**Problem**
A complete answer lists every line of the entries below where the string "junction" appears.

++++ Recorded information ++++

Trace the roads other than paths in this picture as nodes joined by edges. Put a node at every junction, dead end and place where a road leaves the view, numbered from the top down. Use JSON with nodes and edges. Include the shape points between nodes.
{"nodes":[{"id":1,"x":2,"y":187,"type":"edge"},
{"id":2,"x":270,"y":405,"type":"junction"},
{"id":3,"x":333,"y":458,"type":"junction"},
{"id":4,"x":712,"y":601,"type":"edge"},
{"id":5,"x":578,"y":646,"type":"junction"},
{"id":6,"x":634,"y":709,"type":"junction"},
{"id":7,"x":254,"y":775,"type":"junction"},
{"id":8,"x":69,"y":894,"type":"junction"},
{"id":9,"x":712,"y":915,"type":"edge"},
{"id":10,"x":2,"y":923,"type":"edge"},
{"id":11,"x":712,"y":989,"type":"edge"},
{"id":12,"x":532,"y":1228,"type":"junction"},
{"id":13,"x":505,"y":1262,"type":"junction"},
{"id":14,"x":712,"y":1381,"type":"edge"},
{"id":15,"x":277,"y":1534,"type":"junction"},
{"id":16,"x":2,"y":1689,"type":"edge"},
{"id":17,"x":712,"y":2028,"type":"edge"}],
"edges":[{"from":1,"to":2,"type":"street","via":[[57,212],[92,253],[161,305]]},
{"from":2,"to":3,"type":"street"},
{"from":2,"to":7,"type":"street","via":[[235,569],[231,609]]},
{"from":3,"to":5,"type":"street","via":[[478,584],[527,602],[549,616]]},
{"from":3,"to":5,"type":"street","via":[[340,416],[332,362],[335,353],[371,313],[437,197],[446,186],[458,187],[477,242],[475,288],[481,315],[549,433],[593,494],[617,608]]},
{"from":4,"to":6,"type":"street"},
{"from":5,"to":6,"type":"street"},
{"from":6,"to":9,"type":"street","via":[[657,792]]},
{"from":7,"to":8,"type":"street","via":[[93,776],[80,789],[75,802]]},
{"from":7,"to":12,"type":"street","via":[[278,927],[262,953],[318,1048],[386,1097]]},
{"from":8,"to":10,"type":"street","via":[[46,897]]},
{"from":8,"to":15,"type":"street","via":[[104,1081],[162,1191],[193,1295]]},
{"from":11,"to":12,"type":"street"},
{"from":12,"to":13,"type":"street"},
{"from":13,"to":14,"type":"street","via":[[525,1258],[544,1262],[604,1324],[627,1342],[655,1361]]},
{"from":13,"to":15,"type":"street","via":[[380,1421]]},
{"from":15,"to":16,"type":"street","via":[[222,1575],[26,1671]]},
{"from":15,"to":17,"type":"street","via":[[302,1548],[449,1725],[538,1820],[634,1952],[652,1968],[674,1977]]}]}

++++

**Task solution**
Trace the roads other than paths in this picture as nodes joined by edges. Put a node at every junction, dead end and place where a road leaves the view, numbered from the top down. Use JSON with nodes and edges. Include the shape points between nodes.
{"id":2,"x":270,"y":405,"type":"junction"},
{"id":3,"x":333,"y":458,"type":"junction"},
{"id":5,"x":578,"y":646,"type":"junction"},
{"id":6,"x":634,"y":709,"type":"junction"},
{"id":7,"x":254,"y":775,"type":"junction"},
{"id":8,"x":69,"y":894,"type":"junction"},
{"id":12,"x":532,"y":1228,"type":"junction"},
{"id":13,"x":505,"y":1262,"type":"junction"},
{"id":15,"x":277,"y":1534,"type":"junction"},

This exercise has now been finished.